Accumulate property stocks on dips before Christmas and New Year, and expect a strong rebound in 1Q14 based on (1) relaxed credit conditions at the beginning of the year due to banks resetting loan quotas; (2) further property curbs less likely due to weaker year-on-year GDP growth in 1Q14F and quarter-on-quarter GDP growth from 3Q13 to 4Q13F; (3) cheaper valuations and more buying opportunities as China property stocks continue to underperform until the end of 2013F after the Third Plenary meetings.

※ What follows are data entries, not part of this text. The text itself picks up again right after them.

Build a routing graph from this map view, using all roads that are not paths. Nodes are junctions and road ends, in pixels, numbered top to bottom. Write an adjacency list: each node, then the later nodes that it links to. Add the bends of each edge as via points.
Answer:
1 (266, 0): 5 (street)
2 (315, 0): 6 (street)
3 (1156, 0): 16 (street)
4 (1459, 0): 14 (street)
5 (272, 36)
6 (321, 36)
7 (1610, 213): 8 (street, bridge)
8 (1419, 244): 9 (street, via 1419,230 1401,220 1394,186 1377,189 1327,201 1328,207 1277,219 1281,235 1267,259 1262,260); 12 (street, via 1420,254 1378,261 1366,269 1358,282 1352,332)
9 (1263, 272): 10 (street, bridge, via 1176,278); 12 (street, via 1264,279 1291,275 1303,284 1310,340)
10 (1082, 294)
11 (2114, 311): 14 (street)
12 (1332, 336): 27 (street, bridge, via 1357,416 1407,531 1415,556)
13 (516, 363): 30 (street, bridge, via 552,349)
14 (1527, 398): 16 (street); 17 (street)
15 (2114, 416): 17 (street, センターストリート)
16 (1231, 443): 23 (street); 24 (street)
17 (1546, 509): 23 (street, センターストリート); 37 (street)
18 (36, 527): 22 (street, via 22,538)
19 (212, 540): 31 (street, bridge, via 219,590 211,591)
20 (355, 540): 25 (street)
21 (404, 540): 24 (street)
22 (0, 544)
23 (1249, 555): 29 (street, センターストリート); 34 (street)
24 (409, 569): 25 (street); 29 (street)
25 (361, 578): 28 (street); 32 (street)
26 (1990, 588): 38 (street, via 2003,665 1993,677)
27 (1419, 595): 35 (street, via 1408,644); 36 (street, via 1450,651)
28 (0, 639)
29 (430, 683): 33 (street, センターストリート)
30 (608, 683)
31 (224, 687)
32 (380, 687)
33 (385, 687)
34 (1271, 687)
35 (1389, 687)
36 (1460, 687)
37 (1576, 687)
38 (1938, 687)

Action. Our top picks within the sector are COLI (688 HK, Outperform), Shimao Property (813 HK, Outperform), Greentown China (3900 HK, Outperform) and Shenzhen Investment (604 HK, Outperform). We have noticed investors shied away from Country Garden (2007 HK, Neutral) and other property outperformers of 2013. It is no surprise when names like Agile Property (3383 HK, Underperform) and other developers, in danger of missing their annual sales targets, are also being avoided. For risk-averse investors, we advise either sticking with COLI to simply gain sector exposure in coming months, or trading the pair of Shimao and Country Garden (long/short), as the two tend to move along the same pace at a similar beta. We prefer Shimao for a possible higher-than-expected sales target in 2014, with stronger pricing powers across the YRD and Fujian regions.

Risk. Continuing rapid increases in housing prices will trigger further price curbing policies, especially in key cities; oversupplied commercial space in many tier-2 and -3 cities further undermines the ROEs of major commercial property players.